Work required: Your output should be each line from the material below that has the word "Jozef".

Recorded data:

BEGIN

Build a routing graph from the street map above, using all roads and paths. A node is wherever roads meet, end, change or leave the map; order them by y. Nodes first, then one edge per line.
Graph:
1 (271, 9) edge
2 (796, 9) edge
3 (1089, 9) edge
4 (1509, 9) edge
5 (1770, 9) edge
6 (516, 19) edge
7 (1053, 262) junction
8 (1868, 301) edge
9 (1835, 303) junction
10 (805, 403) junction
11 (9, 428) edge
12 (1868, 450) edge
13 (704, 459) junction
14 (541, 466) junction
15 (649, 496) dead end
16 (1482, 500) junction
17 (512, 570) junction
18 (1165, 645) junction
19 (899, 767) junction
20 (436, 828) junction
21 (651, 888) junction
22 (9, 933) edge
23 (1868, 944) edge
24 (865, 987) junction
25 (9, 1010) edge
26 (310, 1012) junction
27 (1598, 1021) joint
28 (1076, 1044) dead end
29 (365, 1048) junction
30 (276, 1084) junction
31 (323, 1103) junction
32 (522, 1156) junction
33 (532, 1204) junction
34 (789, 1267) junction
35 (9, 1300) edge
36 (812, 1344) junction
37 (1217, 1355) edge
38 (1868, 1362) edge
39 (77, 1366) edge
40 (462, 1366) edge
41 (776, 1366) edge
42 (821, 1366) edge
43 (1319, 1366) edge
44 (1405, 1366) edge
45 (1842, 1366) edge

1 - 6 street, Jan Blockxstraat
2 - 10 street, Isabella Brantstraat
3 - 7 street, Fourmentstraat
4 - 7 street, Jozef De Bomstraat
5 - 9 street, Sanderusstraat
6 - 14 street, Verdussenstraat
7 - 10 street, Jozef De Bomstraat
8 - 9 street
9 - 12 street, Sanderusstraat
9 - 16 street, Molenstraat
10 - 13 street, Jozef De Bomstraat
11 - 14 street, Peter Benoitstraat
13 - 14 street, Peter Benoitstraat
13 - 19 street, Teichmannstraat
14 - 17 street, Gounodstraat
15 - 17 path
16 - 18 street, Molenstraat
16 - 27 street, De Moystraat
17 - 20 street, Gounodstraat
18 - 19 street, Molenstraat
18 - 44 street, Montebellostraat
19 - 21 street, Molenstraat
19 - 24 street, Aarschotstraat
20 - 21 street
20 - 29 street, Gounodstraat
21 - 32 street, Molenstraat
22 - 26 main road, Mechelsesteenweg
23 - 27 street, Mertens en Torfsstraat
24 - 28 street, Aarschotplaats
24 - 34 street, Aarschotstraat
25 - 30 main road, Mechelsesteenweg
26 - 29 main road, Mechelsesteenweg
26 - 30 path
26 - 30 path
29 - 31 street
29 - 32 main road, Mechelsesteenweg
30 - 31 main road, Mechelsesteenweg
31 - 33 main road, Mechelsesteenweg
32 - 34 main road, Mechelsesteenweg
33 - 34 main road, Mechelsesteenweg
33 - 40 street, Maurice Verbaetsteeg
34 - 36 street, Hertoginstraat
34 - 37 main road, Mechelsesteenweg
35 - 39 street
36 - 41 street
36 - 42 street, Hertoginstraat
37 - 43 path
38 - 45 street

END

Result of this task:
4 - 7 street, Jozef De Bomstraat
7 - 10 street, Jozef De Bomstraat
10 - 13 street, Jozef De Bomstraat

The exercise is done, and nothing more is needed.